▶ [WORK INSTRUCTIONS]
Scan the data below and work out how many of its lines contain the word "Gavine". Give only that number.
SUPPLIED MATERIAL Block Start
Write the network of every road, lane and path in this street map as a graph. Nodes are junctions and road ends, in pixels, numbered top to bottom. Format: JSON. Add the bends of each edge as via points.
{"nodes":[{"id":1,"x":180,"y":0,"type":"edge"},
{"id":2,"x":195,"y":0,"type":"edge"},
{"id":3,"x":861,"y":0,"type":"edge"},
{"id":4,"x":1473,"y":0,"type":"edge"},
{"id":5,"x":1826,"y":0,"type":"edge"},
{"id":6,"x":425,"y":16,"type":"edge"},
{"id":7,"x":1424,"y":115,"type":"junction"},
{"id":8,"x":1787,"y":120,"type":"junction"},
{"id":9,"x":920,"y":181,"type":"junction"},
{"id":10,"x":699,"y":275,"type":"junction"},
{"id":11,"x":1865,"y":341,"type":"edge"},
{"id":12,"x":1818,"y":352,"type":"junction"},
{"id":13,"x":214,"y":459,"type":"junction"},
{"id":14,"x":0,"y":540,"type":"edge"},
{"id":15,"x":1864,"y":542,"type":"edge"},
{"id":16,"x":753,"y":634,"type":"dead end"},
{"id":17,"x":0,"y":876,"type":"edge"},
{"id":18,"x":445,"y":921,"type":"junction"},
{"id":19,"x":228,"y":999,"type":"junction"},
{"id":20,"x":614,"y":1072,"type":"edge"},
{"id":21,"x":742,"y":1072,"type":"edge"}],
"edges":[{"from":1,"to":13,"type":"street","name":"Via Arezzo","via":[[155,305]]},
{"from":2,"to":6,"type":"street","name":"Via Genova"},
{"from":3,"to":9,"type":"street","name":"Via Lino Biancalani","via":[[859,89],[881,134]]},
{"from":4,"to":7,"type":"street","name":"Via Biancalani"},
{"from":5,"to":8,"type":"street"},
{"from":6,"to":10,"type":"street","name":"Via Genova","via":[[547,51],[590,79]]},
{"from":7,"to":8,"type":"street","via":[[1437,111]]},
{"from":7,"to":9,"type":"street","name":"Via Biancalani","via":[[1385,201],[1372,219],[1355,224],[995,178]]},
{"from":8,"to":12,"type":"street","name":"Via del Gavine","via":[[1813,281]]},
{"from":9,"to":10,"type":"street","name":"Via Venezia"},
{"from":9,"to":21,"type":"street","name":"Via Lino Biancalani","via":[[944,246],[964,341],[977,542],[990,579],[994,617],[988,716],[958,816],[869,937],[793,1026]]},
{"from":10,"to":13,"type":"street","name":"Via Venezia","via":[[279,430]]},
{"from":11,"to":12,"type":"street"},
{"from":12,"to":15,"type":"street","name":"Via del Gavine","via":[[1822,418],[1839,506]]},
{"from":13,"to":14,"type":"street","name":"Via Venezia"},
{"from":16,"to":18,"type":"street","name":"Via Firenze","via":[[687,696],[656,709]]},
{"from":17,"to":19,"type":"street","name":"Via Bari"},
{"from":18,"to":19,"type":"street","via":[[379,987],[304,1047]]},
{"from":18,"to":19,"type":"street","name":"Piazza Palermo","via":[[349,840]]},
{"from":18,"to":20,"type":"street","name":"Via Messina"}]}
SUPPLIED MATERIAL Block End
▶ [ANSWER FOR THE TASK]
2